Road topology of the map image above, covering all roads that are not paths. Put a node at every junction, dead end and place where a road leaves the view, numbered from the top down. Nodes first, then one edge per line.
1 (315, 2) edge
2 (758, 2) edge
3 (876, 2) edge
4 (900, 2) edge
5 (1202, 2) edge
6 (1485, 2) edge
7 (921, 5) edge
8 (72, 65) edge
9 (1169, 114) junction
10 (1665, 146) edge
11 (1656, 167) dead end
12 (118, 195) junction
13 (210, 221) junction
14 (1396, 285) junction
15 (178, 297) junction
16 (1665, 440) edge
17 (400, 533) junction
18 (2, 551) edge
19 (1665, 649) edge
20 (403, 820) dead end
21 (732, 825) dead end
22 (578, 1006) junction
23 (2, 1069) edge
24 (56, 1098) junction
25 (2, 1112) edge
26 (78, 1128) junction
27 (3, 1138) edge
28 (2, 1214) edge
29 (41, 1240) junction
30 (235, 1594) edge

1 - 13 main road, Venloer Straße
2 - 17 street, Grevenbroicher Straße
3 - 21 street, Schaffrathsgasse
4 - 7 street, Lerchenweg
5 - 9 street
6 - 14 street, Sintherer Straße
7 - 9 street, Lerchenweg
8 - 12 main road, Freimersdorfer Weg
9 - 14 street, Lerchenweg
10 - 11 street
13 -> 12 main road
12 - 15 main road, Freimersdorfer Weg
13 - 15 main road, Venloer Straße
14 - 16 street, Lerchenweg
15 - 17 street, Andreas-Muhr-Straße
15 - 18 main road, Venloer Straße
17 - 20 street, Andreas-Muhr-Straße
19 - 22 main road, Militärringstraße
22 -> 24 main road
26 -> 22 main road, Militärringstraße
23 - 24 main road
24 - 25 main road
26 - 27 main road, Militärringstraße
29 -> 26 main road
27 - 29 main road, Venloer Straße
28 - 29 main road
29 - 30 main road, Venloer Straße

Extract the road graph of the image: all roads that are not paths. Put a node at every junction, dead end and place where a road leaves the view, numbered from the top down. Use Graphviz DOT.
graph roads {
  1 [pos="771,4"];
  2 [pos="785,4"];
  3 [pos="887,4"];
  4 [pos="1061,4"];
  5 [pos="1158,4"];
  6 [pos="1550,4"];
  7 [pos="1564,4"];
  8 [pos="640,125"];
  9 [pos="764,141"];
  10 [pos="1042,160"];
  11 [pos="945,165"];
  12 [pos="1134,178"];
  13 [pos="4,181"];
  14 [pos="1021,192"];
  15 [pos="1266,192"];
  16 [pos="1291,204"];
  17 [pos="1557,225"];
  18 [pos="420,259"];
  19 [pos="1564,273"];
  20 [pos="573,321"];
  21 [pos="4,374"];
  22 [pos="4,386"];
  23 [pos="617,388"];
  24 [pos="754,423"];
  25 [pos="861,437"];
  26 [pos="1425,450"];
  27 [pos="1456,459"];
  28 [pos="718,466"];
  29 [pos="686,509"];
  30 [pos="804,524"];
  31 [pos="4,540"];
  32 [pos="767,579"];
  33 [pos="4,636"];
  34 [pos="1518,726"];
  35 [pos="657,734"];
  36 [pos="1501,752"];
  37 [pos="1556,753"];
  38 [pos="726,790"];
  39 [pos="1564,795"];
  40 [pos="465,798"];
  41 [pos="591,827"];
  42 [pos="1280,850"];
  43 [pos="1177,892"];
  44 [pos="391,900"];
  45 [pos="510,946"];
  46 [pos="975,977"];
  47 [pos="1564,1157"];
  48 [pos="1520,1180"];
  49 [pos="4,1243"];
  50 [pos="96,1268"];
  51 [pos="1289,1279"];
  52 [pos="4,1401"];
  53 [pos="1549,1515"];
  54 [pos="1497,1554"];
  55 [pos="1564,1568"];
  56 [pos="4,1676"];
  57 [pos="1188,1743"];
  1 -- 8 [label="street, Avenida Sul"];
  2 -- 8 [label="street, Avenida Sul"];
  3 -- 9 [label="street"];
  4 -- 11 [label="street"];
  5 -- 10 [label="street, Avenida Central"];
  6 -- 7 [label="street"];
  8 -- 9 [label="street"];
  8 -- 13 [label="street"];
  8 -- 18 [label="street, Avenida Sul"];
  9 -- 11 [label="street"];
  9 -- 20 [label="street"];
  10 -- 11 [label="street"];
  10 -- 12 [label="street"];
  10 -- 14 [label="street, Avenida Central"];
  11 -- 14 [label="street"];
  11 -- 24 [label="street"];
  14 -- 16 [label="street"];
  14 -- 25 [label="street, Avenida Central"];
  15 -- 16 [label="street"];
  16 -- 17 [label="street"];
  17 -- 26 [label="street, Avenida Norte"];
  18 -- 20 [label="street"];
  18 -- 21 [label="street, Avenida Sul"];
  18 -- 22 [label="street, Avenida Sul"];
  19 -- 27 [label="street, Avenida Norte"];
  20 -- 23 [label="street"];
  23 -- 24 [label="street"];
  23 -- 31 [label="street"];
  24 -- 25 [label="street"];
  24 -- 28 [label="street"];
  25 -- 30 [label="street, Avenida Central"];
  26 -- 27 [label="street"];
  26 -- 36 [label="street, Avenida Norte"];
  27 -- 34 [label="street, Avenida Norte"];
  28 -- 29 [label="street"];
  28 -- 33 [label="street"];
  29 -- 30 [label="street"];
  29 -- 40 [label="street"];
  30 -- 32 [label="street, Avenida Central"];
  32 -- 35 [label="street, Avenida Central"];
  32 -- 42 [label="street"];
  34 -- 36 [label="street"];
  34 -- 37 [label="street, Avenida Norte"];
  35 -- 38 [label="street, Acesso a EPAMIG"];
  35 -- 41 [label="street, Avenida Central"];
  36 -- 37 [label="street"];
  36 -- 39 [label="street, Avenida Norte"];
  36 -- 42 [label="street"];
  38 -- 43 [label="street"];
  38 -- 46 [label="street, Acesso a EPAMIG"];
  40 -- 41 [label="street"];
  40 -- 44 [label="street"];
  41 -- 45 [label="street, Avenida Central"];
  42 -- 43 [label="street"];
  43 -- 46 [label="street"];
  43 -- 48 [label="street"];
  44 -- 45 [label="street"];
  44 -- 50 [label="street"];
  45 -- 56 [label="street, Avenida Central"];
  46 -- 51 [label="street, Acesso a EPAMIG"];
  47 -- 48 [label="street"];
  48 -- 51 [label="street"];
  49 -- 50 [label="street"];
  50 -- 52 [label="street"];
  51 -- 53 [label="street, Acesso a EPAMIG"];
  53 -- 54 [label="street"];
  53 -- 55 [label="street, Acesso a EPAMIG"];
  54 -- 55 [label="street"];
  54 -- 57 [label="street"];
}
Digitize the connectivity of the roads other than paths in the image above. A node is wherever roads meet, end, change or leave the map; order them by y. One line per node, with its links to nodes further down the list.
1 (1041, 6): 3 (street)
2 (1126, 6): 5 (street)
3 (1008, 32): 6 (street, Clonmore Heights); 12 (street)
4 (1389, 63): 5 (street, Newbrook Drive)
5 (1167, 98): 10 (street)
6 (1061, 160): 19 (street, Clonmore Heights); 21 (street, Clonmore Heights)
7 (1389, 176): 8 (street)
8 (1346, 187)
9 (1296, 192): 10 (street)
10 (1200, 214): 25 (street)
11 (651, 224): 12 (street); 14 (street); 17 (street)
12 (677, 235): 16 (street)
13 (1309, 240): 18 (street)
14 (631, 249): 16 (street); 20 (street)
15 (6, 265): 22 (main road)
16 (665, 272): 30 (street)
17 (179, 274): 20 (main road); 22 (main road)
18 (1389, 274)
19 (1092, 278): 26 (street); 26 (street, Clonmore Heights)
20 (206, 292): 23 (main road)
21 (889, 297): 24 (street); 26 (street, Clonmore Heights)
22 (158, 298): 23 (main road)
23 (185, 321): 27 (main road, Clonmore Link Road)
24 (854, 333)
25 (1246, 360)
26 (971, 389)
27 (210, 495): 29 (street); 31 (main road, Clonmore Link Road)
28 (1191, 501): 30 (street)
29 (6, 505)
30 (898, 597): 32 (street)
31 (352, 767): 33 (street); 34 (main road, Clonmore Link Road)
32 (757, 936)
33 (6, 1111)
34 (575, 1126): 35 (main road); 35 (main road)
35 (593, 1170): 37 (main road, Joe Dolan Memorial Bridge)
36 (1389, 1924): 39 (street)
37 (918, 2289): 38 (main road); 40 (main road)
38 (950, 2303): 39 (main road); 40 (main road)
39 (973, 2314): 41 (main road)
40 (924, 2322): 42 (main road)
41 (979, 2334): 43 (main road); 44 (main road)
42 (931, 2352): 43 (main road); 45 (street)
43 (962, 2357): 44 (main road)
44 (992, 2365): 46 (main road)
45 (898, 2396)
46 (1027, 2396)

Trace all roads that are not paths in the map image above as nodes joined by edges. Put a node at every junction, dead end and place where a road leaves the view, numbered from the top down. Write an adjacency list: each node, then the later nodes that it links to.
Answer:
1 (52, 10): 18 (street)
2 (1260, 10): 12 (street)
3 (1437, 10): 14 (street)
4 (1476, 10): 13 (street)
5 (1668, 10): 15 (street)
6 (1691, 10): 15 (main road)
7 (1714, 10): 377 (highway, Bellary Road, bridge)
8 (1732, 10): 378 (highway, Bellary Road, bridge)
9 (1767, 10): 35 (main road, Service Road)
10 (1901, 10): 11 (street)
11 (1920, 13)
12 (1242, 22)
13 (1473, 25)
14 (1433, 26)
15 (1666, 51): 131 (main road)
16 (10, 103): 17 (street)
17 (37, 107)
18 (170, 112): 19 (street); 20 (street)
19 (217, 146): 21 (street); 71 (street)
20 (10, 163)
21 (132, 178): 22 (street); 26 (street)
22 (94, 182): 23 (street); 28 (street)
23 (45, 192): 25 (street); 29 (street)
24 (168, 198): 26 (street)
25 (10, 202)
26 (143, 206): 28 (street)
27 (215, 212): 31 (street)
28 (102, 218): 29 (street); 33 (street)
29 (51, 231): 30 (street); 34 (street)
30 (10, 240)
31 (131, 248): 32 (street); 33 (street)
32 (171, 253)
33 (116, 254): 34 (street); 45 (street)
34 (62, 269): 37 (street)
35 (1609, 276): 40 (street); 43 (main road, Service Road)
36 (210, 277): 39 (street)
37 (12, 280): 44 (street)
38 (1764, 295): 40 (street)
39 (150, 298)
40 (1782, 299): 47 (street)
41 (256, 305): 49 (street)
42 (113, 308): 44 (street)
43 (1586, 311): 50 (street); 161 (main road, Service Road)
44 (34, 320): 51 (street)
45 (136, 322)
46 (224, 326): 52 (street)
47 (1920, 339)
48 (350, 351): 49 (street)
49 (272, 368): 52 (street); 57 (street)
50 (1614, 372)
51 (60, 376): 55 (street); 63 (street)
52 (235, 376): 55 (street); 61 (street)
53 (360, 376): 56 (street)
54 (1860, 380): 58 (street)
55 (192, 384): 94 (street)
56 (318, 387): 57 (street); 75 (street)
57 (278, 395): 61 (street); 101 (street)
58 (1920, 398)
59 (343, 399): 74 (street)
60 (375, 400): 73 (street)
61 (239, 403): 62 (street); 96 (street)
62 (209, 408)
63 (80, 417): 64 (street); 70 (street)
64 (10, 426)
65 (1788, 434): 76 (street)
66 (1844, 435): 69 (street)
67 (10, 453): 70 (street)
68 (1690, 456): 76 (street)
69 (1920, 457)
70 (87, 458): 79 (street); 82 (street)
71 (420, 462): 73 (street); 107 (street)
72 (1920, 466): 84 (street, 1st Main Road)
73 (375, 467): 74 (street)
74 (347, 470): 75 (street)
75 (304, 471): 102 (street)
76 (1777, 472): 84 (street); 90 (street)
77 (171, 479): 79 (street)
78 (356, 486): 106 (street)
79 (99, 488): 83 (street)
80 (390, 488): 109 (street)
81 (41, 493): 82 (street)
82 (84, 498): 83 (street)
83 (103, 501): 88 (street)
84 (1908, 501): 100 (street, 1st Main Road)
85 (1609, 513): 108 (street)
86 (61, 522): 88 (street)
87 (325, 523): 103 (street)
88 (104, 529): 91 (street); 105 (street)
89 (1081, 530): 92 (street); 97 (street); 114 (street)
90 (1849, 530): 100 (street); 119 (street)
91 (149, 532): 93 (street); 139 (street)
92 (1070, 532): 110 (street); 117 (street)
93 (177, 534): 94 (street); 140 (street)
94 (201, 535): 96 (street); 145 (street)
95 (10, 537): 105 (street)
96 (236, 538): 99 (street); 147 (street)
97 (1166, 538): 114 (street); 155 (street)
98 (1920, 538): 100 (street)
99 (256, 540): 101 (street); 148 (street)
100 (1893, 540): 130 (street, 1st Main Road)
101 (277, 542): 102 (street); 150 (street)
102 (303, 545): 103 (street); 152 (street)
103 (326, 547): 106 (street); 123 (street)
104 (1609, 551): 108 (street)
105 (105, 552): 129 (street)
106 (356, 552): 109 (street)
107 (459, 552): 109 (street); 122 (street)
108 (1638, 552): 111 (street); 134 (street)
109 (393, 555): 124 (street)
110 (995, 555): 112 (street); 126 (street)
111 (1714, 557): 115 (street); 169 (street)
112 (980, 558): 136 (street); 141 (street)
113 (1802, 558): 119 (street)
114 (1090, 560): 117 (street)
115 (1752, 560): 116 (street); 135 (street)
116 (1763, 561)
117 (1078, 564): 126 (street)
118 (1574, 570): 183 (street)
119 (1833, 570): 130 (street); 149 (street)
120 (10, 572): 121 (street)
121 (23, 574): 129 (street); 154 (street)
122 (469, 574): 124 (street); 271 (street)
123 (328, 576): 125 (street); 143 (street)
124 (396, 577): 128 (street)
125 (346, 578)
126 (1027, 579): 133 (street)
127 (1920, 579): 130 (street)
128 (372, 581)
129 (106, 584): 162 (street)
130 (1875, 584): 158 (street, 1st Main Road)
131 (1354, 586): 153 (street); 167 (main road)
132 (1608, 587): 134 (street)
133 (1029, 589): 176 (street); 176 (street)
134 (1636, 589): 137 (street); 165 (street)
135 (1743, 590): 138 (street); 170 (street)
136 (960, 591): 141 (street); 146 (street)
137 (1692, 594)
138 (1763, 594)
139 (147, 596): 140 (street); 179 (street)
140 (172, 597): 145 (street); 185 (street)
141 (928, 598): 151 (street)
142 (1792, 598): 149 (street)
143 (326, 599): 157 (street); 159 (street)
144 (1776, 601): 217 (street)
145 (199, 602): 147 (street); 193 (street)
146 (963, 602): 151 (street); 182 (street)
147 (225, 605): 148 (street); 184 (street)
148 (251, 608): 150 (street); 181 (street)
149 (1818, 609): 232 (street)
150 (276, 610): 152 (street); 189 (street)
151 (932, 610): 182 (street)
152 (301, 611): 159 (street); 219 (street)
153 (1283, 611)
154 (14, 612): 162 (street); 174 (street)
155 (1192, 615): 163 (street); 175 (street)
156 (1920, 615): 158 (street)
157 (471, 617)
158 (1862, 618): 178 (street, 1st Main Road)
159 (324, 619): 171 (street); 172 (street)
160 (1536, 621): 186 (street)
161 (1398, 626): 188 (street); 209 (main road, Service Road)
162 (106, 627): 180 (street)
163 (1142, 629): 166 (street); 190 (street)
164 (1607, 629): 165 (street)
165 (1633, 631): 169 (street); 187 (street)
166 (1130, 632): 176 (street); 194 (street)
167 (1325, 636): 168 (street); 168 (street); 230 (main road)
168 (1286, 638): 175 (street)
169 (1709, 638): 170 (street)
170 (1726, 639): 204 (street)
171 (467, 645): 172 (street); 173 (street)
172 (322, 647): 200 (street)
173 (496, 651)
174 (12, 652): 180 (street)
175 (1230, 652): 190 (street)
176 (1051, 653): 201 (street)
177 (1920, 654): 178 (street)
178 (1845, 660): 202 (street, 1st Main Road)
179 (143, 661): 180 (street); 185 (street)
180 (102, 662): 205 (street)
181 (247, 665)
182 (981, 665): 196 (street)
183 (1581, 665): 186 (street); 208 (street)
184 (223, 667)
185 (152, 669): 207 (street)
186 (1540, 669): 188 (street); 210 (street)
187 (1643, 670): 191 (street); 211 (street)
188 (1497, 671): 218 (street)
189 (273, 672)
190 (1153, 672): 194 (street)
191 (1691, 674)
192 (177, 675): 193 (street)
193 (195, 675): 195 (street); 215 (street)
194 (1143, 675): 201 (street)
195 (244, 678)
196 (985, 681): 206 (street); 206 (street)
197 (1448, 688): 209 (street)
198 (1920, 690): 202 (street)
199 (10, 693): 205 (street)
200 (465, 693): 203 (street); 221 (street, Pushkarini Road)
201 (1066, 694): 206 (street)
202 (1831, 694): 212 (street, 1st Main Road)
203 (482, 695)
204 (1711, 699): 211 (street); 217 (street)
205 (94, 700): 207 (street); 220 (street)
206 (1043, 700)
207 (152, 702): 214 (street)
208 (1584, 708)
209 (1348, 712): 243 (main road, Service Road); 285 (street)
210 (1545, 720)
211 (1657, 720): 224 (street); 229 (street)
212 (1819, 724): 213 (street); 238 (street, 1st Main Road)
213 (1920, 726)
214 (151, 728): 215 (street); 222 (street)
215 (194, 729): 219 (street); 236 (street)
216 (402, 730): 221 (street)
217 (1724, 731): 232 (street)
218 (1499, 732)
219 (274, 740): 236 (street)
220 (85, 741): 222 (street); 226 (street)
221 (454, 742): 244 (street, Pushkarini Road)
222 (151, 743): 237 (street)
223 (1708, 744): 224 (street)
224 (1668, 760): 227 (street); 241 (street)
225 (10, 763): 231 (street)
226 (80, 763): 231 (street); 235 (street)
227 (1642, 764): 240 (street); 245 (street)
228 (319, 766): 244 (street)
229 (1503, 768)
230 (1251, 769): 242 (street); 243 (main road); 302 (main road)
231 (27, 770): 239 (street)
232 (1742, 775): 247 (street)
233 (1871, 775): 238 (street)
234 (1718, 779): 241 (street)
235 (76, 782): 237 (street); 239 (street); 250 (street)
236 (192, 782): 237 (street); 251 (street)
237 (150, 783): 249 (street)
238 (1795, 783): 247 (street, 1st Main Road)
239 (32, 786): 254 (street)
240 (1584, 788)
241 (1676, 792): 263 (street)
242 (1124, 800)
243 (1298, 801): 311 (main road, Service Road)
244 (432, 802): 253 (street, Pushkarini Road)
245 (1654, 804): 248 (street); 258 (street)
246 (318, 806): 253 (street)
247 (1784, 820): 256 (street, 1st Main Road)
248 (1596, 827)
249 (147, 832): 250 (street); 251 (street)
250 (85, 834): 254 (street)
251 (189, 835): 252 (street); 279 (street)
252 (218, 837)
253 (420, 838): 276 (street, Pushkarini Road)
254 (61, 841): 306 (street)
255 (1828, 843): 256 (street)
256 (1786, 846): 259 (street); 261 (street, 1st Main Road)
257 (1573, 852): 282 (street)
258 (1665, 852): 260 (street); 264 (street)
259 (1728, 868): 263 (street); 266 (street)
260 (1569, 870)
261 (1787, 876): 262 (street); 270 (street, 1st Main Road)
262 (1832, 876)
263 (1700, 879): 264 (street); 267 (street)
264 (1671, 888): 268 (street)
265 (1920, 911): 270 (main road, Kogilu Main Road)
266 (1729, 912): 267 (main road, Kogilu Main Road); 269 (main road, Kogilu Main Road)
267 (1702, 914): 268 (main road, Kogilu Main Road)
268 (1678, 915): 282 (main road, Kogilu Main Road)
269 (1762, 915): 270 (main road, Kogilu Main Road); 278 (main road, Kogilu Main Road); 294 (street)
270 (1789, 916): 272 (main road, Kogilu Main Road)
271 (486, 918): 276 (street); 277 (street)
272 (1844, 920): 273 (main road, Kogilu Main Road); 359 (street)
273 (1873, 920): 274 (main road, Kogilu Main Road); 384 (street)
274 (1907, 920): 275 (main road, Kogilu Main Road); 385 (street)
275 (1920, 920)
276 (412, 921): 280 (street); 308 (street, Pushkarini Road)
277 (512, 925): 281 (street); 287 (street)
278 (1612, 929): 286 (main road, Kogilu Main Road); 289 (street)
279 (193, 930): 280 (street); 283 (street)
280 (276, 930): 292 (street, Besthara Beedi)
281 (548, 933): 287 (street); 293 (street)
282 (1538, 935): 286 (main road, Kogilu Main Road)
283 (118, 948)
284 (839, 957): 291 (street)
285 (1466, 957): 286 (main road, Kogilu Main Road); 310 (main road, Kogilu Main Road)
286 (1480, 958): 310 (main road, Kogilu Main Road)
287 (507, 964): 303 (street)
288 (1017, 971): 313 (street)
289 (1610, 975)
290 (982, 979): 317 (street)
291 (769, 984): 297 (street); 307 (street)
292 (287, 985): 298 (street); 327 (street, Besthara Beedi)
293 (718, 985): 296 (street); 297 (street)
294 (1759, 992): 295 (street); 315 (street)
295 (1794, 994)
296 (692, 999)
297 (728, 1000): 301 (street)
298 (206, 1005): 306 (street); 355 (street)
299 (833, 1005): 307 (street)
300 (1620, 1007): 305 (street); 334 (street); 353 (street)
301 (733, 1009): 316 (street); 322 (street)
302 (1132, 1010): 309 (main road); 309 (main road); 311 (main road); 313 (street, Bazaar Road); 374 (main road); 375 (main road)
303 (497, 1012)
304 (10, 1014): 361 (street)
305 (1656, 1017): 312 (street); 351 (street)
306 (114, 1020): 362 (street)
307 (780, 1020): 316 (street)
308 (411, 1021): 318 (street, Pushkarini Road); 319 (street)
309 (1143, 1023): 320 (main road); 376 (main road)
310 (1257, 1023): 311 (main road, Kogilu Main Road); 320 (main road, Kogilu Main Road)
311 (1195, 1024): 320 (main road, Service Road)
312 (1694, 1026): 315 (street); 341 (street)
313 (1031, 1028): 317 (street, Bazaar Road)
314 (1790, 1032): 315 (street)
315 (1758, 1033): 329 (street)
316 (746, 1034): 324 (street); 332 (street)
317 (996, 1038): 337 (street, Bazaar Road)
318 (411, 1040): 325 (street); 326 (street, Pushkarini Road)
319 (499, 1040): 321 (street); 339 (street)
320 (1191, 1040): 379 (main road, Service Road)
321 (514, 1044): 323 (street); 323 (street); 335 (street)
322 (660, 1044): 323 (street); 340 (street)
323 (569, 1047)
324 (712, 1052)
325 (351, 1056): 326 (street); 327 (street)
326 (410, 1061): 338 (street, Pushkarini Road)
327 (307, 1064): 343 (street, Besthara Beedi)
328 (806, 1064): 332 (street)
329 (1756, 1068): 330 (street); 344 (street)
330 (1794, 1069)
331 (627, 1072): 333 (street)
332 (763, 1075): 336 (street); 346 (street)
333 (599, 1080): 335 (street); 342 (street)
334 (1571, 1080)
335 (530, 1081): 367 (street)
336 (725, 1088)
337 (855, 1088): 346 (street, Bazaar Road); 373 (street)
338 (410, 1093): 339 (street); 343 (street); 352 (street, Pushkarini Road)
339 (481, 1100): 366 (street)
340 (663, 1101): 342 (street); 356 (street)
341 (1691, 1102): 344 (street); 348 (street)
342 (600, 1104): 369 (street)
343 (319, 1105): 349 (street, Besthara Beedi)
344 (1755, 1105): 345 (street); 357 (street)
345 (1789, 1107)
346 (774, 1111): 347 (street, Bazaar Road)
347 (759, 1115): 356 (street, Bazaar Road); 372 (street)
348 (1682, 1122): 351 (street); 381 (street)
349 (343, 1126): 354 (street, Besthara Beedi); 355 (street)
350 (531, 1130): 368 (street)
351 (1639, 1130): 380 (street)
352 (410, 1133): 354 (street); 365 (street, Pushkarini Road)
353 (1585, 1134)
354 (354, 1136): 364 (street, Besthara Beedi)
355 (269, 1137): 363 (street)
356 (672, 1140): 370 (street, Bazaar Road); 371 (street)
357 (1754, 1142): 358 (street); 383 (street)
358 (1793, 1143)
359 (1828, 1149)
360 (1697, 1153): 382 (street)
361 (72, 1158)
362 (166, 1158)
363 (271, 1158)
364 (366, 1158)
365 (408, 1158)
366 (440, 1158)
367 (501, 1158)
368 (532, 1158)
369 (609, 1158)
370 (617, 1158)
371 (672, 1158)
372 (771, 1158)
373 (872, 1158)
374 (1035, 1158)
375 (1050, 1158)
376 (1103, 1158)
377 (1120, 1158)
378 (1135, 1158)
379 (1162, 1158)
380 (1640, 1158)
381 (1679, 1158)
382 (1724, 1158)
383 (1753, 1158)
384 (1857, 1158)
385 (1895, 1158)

Exercise requirements: Whenever the string "Acesso" occurs in a line of the entries above, copy that line.

Completed task:
  35 -- 38 [label="street, Acesso a EPAMIG"];
  38 -- 46 [label="street, Acesso a EPAMIG"];
  46 -- 51 [label="street, Acesso a EPAMIG"];
  51 -- 53 [label="street, Acesso a EPAMIG"];
  53 -- 55 [label="street, Acesso a EPAMIG"];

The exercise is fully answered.